UK should shift to four-day work week says poll

Six in ten people want the UK government to shift towards a shorter working week on the same pay, an idea particularly popular among Labour voters.

PM Keir Starmer has a lot on his hands at the moment, but the survey suggests that a four-day work week could prove an easy win. Starmer didn’t include shorter working hours in Labour’s election manifesto, while the previous Conservative government was much more against the idea. It even threatened to take action against local councils that trialled four-day working weeks.

The poll, by Survation but commissioned by four-day week backers The Autonomy Institute, asked more than two thousand Brits who voted Labour in the last election if they would like to see the UK moving towards a shorter working week without pay cuts by 2030. More than seven in ten (72%) Labour voters agreed, with two-thirds saying they’d like to see further trials run in the public sector. The idea was also popular among Green Party and Liberal Democrat voters, both above 60%.

Cross-party support

The idea has support across the political divide, with nearly six in ten (59%) of those polled who voted Reform saying they would also like to see a plan created to reduce working weeks. Tory voters were the least likely to back the idea, with just fewer than half offering support.

“Our polling shows that if Keir Starmer were to move ahead with policies to enable the country to transition to a four-day working week, he would have the support of vast swathes of the UK population,” said Will Stronge, Director of Research at Autonomy.

Indeed, in June, members of the UNISON union backed a motion demanding the government does more to help employers shift to shorter working weeks. That suggests that Starmer’s Labour party could win backing from unions and those on the right by supporting four-day working weeks, or a similar reduction in hours.

Overall, 60% of people polled support the move to create a plan to reduce working hours with no loss of pay, with 22% neither supporting nor opposing and 13% actively opposing the idea.

Burned out Brits?

Stronge added that the UK works longer full-time hours than most of Europe, adding that people haven’t seen a reduction in hours since the 1980s.

“Labour’s New Deal for Working People is a good start but what is absent is a serious plan around working time reduction: if the priority is health, decent working conditions and business innovation, this needs to be part of the programme,” he added.

However, that depends on which statistics you use: Eurostat figures suggest the UK has the same average working hours as the EU average, at 36.4 weekly. Still, that means the UK has a longer work week than Italy and France (both 36.2 hours), Germany (34.6) and the Netherlands (32.4), which has the shortest hours in the EU.

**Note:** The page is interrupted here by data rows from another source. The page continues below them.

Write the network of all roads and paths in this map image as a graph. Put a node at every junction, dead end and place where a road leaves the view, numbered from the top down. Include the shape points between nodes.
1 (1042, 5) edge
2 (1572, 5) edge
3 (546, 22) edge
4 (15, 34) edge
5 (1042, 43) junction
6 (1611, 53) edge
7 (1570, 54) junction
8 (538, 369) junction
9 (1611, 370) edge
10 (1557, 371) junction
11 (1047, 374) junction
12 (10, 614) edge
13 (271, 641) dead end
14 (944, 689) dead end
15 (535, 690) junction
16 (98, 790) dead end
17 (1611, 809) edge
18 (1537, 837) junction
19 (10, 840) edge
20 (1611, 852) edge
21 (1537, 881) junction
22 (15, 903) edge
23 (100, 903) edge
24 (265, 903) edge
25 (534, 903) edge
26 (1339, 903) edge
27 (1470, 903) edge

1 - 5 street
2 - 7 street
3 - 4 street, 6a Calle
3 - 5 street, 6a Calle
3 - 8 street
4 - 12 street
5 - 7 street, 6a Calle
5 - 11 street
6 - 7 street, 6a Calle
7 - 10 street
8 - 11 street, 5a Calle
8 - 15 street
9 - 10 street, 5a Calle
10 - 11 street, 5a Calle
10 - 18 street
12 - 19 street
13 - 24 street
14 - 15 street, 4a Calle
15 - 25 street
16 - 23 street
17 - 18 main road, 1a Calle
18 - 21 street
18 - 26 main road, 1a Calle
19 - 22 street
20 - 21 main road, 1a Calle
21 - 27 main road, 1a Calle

That said, research suggests European hours are beginning to decline, which is not happening in the UK. According to a Barclays report, working hours in the UK have fallen 5% over the past forty years, versus 10% in France, Italy and Spain.

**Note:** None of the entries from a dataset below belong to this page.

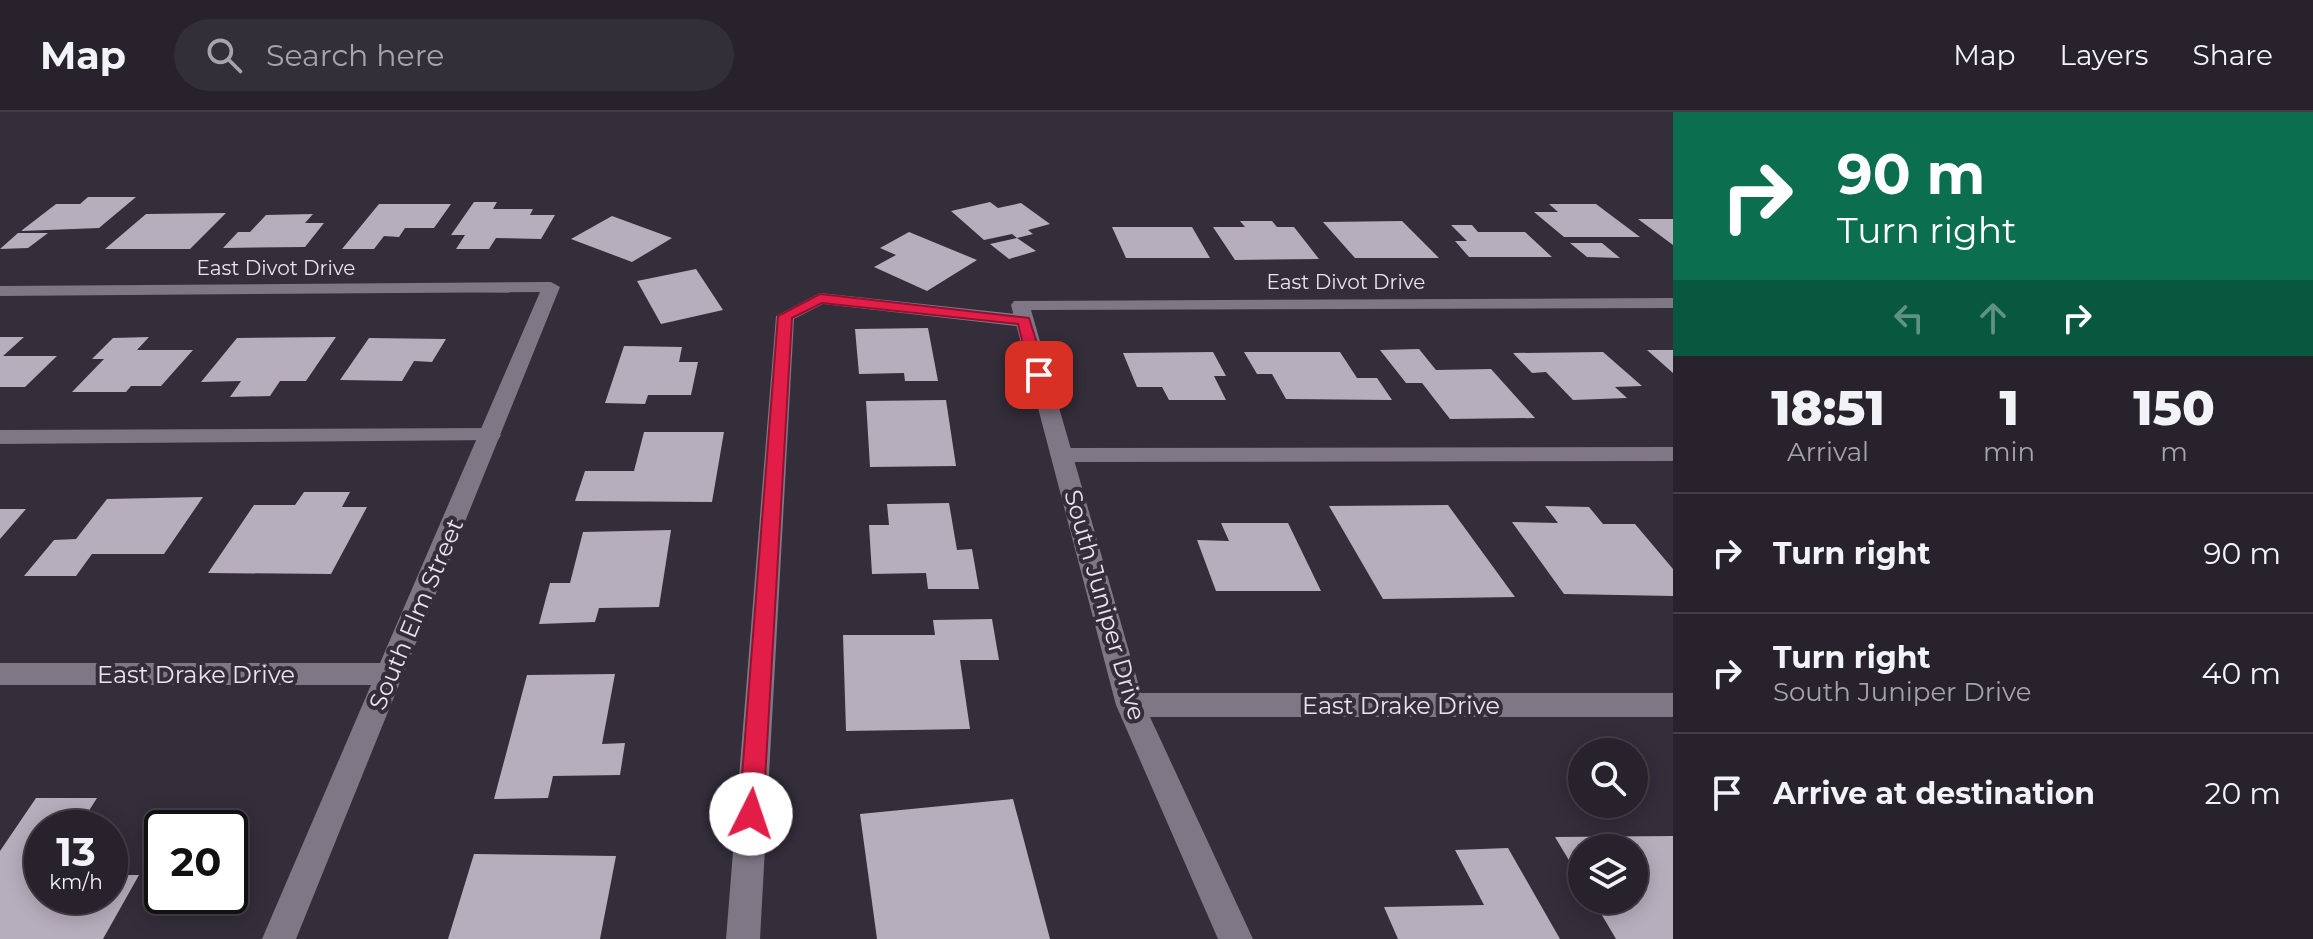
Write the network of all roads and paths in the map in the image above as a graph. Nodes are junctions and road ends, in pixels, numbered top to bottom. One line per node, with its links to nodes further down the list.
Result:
1 (551, 287): 2 (street, East Divot Drive); 5 (street, South Elm Street)
2 (0, 291)
3 (1673, 303): 4 (street, East Divot Drive)
4 (1022, 313): 8 (street, South Juniper Drive); 14 (street, East Divot Drive)
5 (490, 435): 6 (street); 10 (street, South Elm Street)
6 (0, 437)
7 (1673, 454): 8 (street)
8 (1062, 455): 11 (street, South Juniper Drive)
9 (0, 674): 10 (street, East Drake Drive)
10 (391, 674): 13 (street, South Elm Street)
11 (1130, 705): 12 (street, East Drake Drive); 15 (street, South Juniper Drive)
12 (1673, 705)
13 (279, 939)
14 (743, 939)
15 (1236, 939)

Labour support for four-day week in UK

“After decades of working some of the longest hours in Europe, British workers are burnt out, overworked and in desperate need of a break,” said Peter Dowd, Labour MP for Bootle. “A four-day week with no loss of pay would give workers a much better work-life balance and the evidence shows it would also improve productivity.”

The next set of trials managed by Autonomy are set to start next month. According to Autonomy, 54 of the 61 companies that took part in the pilot held in 2022 have stuck with the four-day week – no surprise after the results showed the shift benefited staff while boosting productivity.

South Cambridgeshire District Council tested a four-day working week over 15 months across 450 office-based staff and bin collectors, a move that drew ire from the then-Tory government.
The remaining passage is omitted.